Brief |
Retype word for word the first line of the listing and each line after it up to the line with "Extract the road", with the pictures taken out.
"""
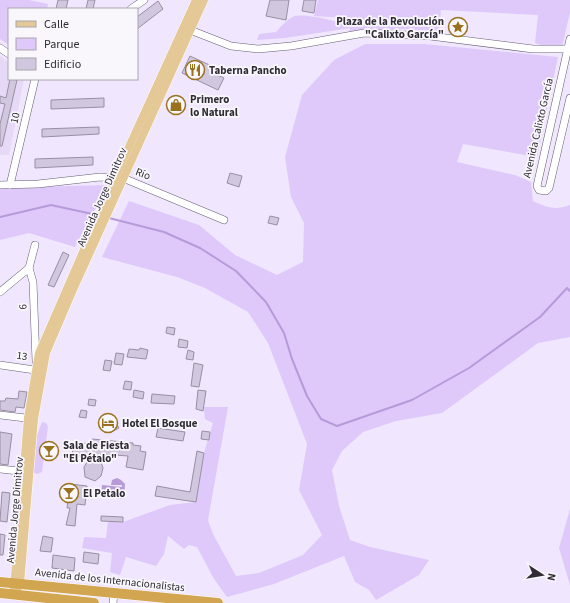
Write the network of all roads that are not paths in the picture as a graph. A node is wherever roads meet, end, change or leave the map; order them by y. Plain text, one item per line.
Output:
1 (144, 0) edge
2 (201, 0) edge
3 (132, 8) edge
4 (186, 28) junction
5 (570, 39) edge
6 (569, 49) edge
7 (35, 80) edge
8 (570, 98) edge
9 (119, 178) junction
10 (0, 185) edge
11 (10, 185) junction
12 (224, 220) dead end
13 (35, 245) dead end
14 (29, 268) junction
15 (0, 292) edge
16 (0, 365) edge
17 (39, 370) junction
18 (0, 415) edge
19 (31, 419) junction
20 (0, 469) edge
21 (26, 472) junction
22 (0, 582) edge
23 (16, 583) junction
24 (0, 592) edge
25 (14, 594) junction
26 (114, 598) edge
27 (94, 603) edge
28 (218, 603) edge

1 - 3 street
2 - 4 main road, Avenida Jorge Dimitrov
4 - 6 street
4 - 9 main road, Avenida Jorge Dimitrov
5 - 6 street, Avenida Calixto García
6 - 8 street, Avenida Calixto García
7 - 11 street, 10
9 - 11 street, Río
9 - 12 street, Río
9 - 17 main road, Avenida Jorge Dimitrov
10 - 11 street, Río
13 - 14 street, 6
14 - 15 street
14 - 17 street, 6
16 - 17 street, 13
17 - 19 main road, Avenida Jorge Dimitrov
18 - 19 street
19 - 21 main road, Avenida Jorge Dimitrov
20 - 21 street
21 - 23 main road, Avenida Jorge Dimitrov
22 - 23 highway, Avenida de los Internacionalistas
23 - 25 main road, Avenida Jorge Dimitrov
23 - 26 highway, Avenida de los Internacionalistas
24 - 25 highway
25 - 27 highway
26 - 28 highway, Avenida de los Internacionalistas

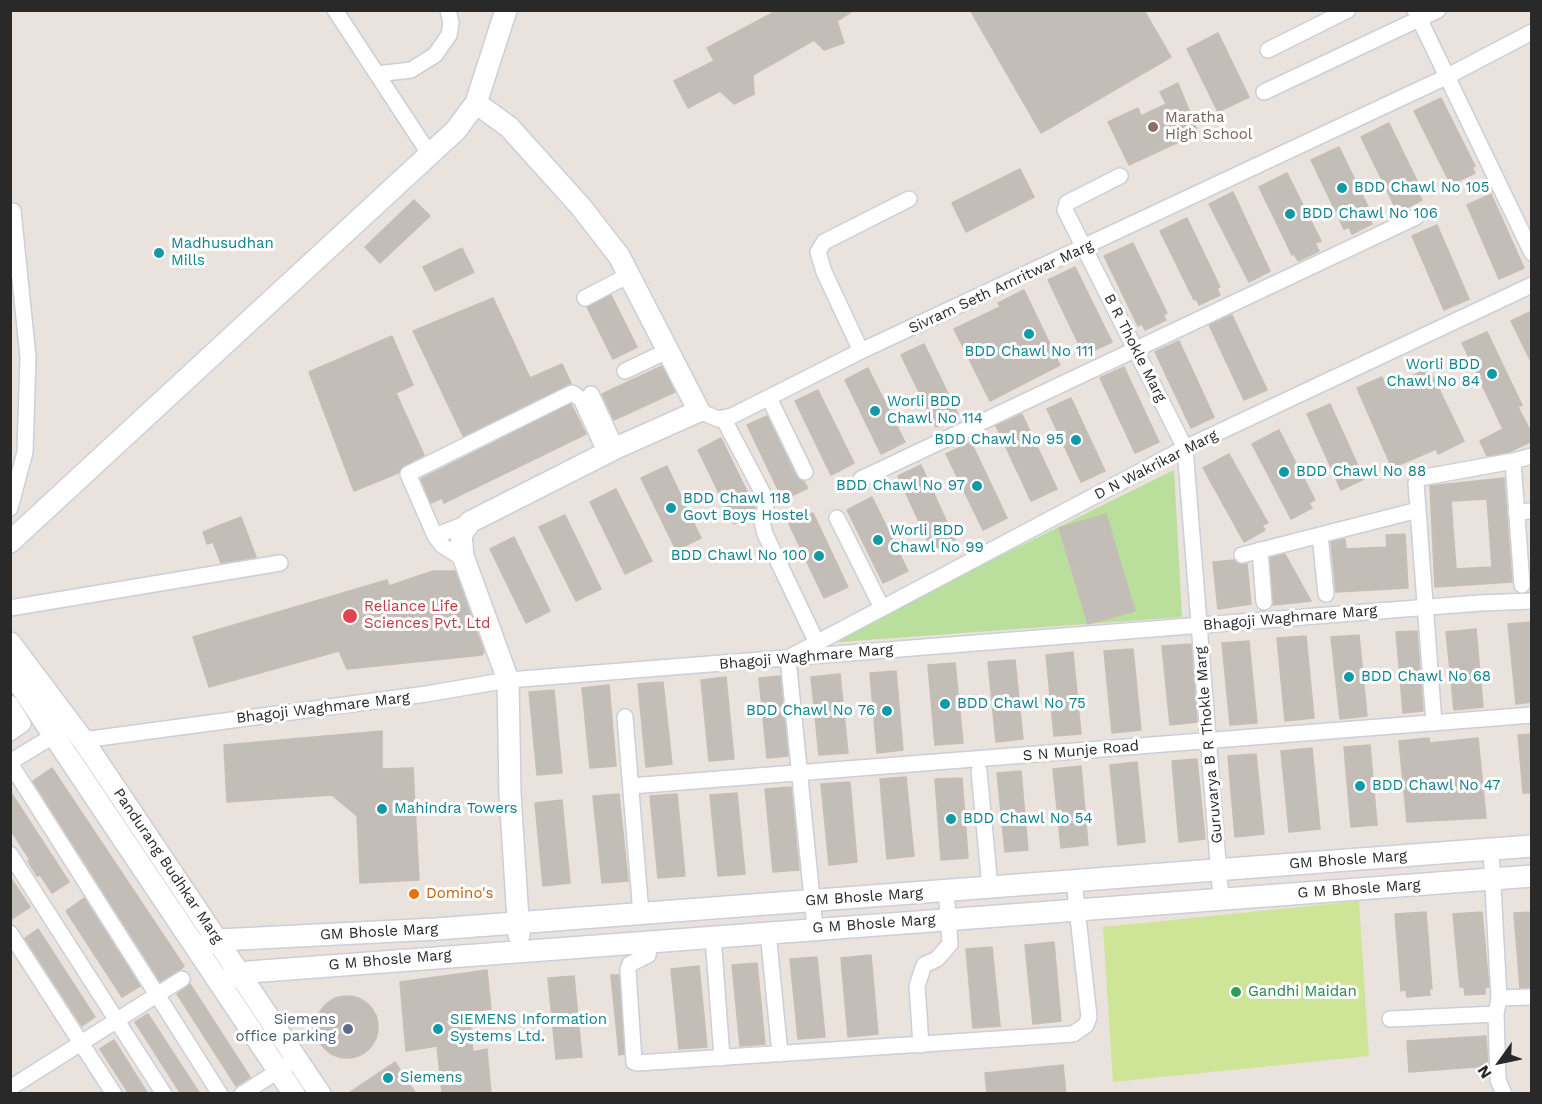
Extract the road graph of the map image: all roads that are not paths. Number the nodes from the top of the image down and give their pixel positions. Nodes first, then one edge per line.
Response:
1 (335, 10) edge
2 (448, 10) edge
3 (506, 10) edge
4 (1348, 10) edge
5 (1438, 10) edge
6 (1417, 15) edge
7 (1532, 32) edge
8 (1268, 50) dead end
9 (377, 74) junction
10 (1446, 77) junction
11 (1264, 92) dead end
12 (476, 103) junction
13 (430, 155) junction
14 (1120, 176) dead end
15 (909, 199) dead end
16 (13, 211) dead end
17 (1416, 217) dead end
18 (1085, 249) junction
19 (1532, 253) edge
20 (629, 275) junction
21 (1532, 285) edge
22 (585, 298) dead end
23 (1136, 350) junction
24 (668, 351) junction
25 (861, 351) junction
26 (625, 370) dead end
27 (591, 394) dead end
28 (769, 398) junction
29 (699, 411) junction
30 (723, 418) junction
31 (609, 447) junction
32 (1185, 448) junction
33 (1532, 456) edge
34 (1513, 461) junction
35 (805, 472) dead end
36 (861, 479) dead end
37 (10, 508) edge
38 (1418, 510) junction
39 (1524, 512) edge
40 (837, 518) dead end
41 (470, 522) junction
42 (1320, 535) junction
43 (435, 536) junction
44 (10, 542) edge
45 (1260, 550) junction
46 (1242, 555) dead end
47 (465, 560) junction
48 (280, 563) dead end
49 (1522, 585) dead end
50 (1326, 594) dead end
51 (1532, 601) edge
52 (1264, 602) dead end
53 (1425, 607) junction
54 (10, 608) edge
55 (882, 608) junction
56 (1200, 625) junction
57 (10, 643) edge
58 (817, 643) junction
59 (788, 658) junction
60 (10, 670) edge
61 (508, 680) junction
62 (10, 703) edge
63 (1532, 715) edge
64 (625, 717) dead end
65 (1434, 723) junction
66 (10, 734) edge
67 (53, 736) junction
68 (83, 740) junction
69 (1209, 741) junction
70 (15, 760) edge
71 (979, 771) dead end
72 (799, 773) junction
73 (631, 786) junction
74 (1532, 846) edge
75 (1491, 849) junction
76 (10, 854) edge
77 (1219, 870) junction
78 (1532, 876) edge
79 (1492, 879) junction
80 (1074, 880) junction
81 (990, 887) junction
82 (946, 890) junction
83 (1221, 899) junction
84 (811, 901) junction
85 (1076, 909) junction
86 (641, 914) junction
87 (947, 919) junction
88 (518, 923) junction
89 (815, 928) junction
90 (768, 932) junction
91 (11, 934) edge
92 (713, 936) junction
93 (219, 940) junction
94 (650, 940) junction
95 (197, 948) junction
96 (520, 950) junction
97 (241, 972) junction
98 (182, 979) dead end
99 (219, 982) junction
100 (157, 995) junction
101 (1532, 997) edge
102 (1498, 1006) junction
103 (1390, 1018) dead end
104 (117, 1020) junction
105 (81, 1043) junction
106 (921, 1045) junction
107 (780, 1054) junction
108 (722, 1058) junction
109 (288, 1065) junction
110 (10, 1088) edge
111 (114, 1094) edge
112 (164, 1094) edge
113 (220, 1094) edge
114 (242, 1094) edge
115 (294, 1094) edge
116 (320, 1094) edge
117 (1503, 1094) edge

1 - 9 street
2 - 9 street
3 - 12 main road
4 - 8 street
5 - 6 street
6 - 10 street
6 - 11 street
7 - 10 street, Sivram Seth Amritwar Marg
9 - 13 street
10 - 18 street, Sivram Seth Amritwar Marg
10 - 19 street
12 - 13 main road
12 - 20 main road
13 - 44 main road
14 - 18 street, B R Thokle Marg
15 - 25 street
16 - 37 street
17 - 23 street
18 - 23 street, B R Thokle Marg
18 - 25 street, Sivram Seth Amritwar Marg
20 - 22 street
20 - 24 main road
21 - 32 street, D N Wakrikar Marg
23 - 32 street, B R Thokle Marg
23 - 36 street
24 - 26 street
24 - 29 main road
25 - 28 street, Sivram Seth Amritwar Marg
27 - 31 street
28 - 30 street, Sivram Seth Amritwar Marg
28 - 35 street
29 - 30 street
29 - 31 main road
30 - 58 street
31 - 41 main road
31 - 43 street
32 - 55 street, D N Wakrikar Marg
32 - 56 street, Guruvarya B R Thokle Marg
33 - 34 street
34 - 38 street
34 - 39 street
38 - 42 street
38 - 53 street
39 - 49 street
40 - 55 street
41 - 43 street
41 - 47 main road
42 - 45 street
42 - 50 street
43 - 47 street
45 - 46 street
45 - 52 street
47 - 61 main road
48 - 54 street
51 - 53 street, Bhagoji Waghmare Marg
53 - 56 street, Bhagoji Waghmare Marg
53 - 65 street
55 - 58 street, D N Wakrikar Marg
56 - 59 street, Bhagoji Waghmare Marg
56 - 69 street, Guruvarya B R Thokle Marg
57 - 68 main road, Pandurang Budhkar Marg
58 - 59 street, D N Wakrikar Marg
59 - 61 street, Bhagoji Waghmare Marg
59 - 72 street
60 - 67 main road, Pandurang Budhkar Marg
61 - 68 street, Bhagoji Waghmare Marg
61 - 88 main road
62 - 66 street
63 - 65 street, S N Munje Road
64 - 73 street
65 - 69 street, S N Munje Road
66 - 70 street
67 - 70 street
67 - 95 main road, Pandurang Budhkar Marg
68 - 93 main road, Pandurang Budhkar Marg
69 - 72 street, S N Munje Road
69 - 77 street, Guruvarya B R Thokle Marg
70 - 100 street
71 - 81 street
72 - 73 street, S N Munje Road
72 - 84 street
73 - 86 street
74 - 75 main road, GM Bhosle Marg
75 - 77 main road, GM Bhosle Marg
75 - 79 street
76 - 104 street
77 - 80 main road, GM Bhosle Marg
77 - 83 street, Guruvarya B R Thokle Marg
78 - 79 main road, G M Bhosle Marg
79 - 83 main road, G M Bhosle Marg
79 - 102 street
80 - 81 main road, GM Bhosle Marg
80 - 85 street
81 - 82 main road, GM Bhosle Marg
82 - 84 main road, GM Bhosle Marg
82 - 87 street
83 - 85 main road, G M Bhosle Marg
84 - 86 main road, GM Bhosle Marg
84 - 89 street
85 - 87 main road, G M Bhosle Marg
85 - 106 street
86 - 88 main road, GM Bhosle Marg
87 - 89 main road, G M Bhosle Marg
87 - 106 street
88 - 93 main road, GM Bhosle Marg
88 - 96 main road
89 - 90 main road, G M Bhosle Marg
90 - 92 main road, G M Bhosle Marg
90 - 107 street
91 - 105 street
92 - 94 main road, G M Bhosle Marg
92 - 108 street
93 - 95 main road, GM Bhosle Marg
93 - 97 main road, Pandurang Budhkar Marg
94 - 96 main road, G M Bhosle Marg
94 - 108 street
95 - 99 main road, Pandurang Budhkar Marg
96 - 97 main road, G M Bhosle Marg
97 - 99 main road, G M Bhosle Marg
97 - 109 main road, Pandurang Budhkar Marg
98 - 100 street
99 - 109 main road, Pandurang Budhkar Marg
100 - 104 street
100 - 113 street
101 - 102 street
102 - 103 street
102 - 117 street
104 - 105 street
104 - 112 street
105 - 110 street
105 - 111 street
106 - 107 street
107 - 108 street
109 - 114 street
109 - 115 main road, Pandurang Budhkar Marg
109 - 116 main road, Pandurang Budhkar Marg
"""
Task output |
Write the network of all roads that are not paths in the picture as a graph. A node is wherever roads meet, end, change or leave the map; order them by y. Plain text, one item per line.
Output:
1 (144, 0) edge
2 (201, 0) edge
3 (132, 8) edge
4 (186, 28) junction
5 (570, 39) edge
6 (569, 49) edge
7 (35, 80) edge
8 (570, 98) edge
9 (119, 178) junction
10 (0, 185) edge
11 (10, 185) junction
12 (224, 220) dead end
13 (35, 245) dead end
14 (29, 268) junction
15 (0, 292) edge
16 (0, 365) edge
17 (39, 370) junction
18 (0, 415) edge
19 (31, 419) junction
20 (0, 469) edge
21 (26, 472) junction
22 (0, 582) edge
23 (16, 583) junction
24 (0, 592) edge
25 (14, 594) junction
26 (114, 598) edge
27 (94, 603) edge
28 (218, 603) edge

1 - 3 street
2 - 4 main road, Avenida Jorge Dimitrov
4 - 6 street
4 - 9 main road, Avenida Jorge Dimitrov
5 - 6 street, Avenida Calixto García
6 - 8 street, Avenida Calixto García
7 - 11 street, 10
9 - 11 street, Río
9 - 12 street, Río
9 - 17 main road, Avenida Jorge Dimitrov
10 - 11 street, Río
13 - 14 street, 6
14 - 15 street
14 - 17 street, 6
16 - 17 street, 13
17 - 19 main road, Avenida Jorge Dimitrov
18 - 19 street
19 - 21 main road, Avenida Jorge Dimitrov
20 - 21 street
21 - 23 main road, Avenida Jorge Dimitrov
22 - 23 highway, Avenida de los Internacionalistas
23 - 25 main road, Avenida Jorge Dimitrov
23 - 26 highway, Avenida de los Internacionalistas
24 - 25 highway
25 - 27 highway
26 - 28 highway, Avenida de los Internacionalistas

Extract the road graph of the map image: all roads that are not paths. Number the nodes from the top of the image down and give their pixel positions. Nodes first, then one edge per line.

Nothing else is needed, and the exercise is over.